In the entries below, the lines from the one with "ring pip: (820, 945)" through the one with "thumb cmc: (1256, 1128)" are to be copied exactly; both ends count.

Records to process –
#####

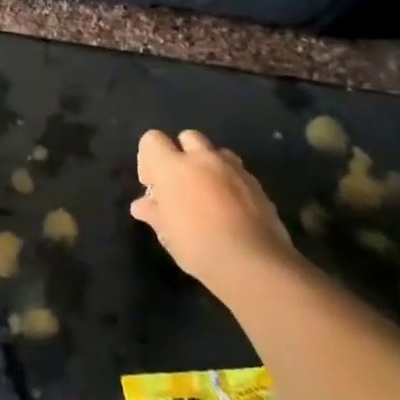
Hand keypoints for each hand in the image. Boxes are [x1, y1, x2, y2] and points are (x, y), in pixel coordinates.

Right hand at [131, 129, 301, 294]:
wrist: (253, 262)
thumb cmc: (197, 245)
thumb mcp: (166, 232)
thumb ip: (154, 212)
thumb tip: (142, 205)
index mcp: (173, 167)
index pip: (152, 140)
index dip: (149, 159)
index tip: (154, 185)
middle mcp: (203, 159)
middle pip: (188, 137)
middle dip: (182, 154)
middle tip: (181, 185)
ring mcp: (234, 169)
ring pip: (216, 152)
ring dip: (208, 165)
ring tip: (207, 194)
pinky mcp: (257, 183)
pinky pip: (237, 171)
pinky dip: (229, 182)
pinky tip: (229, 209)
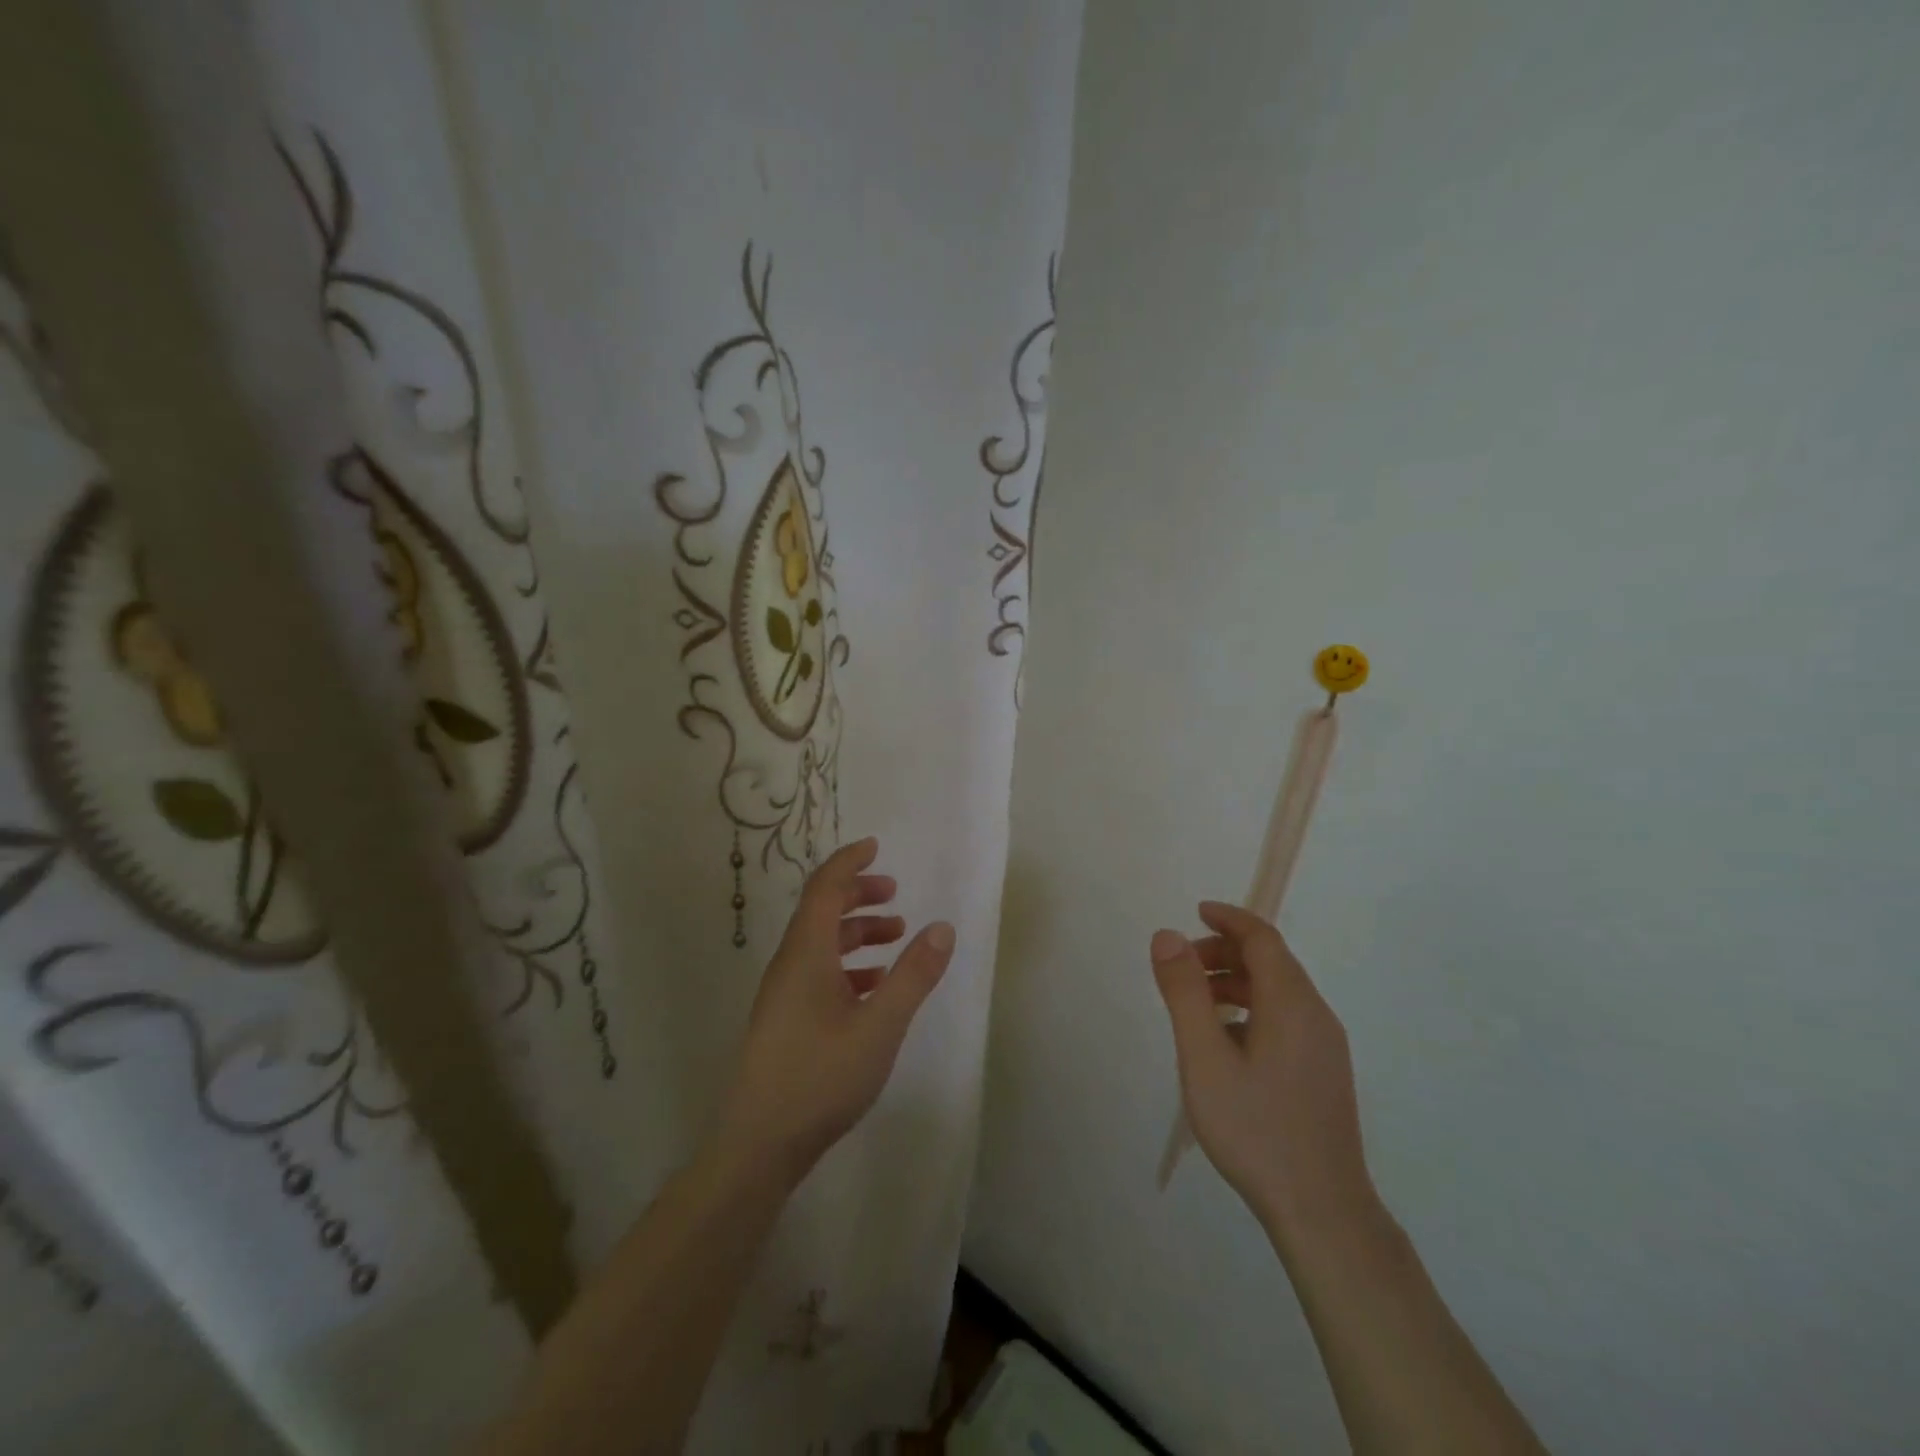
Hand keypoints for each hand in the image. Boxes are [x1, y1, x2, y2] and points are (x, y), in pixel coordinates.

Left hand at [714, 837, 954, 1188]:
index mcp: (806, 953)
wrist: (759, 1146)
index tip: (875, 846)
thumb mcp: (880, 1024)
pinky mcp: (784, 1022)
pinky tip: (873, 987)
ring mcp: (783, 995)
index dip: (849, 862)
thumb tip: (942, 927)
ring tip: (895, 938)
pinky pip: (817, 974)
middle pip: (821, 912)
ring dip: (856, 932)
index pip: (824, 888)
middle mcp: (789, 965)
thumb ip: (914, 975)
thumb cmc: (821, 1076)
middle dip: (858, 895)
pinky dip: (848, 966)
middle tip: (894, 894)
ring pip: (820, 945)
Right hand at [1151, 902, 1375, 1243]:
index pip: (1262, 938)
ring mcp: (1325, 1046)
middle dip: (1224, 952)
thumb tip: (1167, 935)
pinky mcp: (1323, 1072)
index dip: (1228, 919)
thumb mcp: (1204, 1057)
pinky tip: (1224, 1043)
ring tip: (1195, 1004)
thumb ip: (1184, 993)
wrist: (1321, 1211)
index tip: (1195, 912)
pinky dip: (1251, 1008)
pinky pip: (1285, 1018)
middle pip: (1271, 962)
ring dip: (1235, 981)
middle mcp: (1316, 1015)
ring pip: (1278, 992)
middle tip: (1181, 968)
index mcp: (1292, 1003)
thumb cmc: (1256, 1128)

#####

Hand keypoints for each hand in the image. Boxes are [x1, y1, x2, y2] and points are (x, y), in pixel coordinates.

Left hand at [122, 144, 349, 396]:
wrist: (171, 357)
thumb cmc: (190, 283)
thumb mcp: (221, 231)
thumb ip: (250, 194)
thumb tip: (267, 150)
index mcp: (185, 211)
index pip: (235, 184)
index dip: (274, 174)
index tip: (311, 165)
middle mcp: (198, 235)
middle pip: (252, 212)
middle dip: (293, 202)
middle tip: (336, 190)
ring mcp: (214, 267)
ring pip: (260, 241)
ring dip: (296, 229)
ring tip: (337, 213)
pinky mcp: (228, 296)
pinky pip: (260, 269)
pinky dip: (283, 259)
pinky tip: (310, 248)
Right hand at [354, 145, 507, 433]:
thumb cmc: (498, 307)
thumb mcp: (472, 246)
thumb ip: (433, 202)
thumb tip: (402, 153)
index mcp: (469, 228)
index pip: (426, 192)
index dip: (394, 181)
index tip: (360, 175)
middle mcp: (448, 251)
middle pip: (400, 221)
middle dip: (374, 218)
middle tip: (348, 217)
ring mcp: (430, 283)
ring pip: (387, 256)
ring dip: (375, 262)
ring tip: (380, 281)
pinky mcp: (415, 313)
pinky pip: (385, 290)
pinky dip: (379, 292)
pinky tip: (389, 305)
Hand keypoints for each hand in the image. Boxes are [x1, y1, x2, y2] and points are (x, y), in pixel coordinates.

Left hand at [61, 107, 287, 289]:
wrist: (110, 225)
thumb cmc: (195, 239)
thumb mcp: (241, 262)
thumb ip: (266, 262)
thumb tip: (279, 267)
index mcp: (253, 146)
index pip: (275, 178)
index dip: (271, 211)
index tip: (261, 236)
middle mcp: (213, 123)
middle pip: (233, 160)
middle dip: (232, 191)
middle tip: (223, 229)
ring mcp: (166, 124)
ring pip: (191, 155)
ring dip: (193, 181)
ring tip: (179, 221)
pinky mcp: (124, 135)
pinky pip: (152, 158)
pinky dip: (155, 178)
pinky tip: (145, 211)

#####

Solved exercise –
ring pip: (820, 945)
Right hand at [1151, 902, 1375, 1243]:
index pip: (1262, 938)
ring mcp: (1325, 1046)
middle dip: (1224, 952)
thumb tip: (1167, 935)
pinky mcp: (1323, 1072)
index dip: (1228, 919)
thumb mcp: (1204, 1057)
pinky tip: (1224, 1043)
ring tip: (1195, 1004)
thumb ip: (1184, 993)
wrist: (1321, 1211)
index tip: (1195, 912)
pinky dip: (1251, 1008)
pinky pip: (1285, 1018)
middle pip: (1271, 962)
ring dip: (1235, 981)
middle mcp: (1316, 1015)
ring pip: (1278, 992)
middle tip: (1181, 968)
index mcp: (1292, 1003)
thumb cmc: (1256, 1128)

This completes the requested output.